53.The effect of suspension on the Institute has been enormous.   The school’s reputation has been severely damaged, it’s finances have been so affected that if the suspension is not lifted, it is likely within the next few weeks, the Institute will have to consider its continued future.

54.To date,  as  a direct result  of the  suspension,  I confirm that the Institute has had 75 students indicate they wish to withdraw and/or have  lodged  withdrawal  forms  seeking  to  withdraw  from  their courses and requesting that their course fees be refunded.  As at the date of this affidavit, approximately $700,000 has been refunded on account of these students.  In addition, I estimate that at least another

100  prospective  students  both  locally  and  from  overseas  have decided not to study with the school because of the suspension.  The

financial  cost  to  the  Institute  in  respect  of  those  students  is approximately $1.4m.

55.Therefore at this time, I estimate the financial costs to the Institute arising from INZ’s suspension to date is approximately $2.1m.   It must be noted that this estimated loss is continuing every day that the   suspension   continues   in   place.      I   estimate   that   another

50 students will withdraw from their courses and request refunds at a further cost to the Institute of approximately $700,000 within the

next fortnight.

56.      The longer the suspension remain, the greater the likelihood that the

Institute will be forced to consider closing its doors.

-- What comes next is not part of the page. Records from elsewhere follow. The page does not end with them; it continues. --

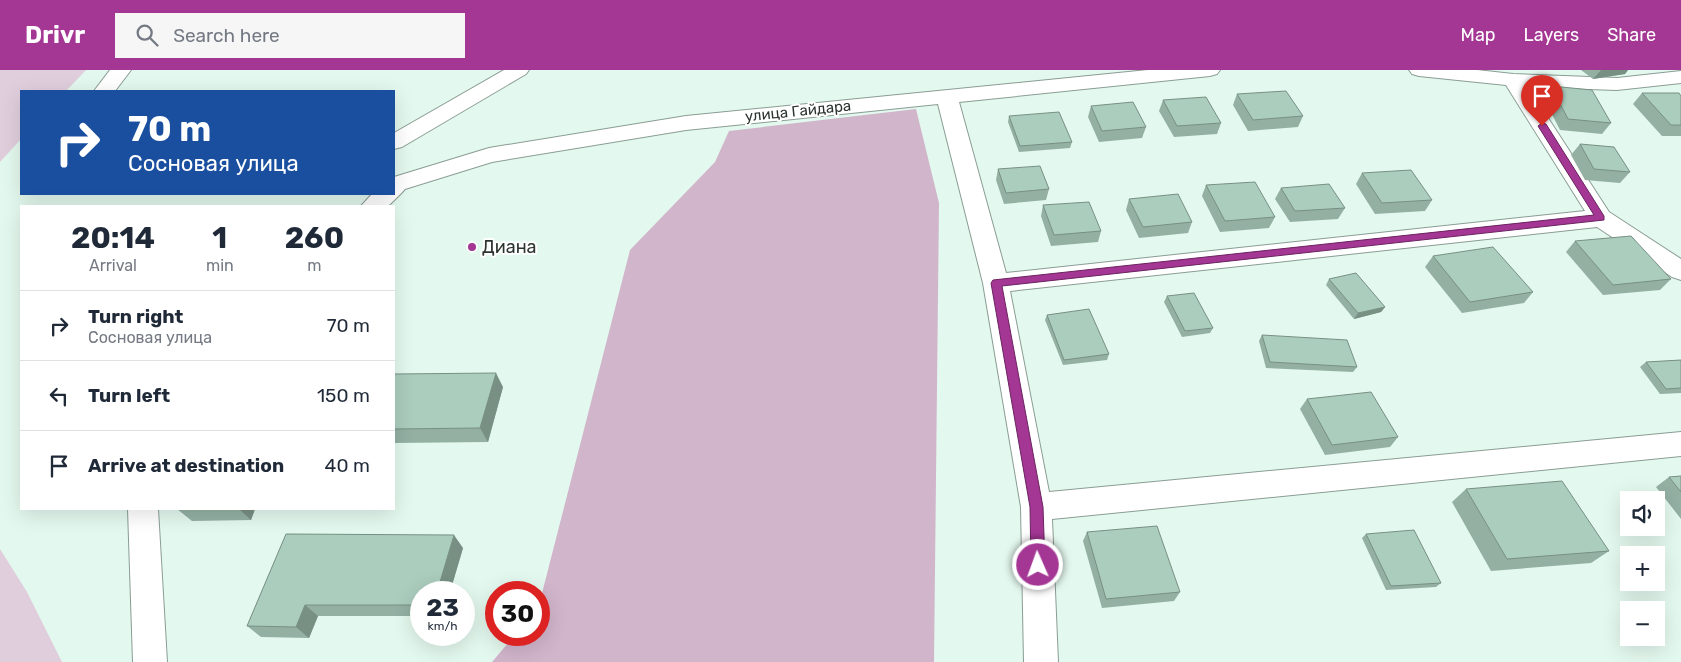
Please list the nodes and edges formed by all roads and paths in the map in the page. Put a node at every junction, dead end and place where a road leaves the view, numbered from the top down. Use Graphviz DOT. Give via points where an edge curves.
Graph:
graph roads {
  1 [pos="122,70"];
  2 [pos="519,70"];
  3 [pos="1210,70"];
  4 [pos="1419,70"];
  5 [pos="1542,76"];
  6 [pos="1681,77"];
  7 [pos="1513,80"];
  8 [pos="105,90"];
  9 [pos="947,97"];
  10 [pos="395,141"];
  11 [pos="395,182"];
  12 [pos="383,195"];
  13 [pos="374,205"];
  14 [pos="1601,218"];
  15 [pos="1681,271"];
  16 [pos="996,283"];
  17 [pos="1681,444"];
  18 [pos="1036,507"];
  19 [pos="143,510"];
  20 [pos="150,662"];
  21 [pos="1041,662"];
  1 -- 8 [label="street"];
  2 -- 10 [label="street"];
  3 -- 9 [label="street, улица Гайдара"];
  4 -- 7 [label="street"];
  5 -- 6 [label="street" via="1617,84"];
  5 -- 7 [label="street"];
  7 -- 14 [label="street"];
  9 -- 11 [label="street, улица Гайдара" via="686,122 489,155"];
  9 -- 16 [label="street"];
  12 -- 13 [label="street, улица Гайдара"];
  14 -- 15 [label="street"];
  14 -- 16 [label="street"];
  16 -- 18 [label="street"];
  17 -- 18 [label="street"];
  18 -- 21 [label="street"];
  19 -- 20 [label="street"];
}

[10]     Many of the effects which Ms Hou describes are effects which will have been suffered as a result of the publicity surrounding the charges laid, and the imposition of the ban.  They are not direct consequences of the imposition of the ban per se. Damage suffered in that way is not damage which could be ameliorated or removed by any interim relief which this Court could properly grant.  The only relief which may be considered would be some form of relief directed to insuring that the general instruction was not to be implemented pending the hearing of the proceeding.

[11]     The issuing of the general instruction will have a direct effect on applications by students involving proposed study at Kingsland while the general instruction is in force.   Ms Hou’s evidence is that over the last two years Kingsland has enrolled about 300 to 400 students per annum.  Mr Billington QC indicated from the bar that courses commence throughout the year, so that enrolments might be expected to be spread throughout the year.

[12]     On this basis, I accept that it is likely that the general instruction will have an effect on students wishing to enrol at Kingsland, and consequently on Kingsland itself.  I accordingly find that the threshold test, that interim relief might potentially be reasonably necessary to protect the position of the applicant, is established.   I leave for later consideration, when dealing with the repercussions of granting or refusing relief, whether the potential effect on Kingsland may appropriately be the subject of interim relief, and the potential effect of any interim relief.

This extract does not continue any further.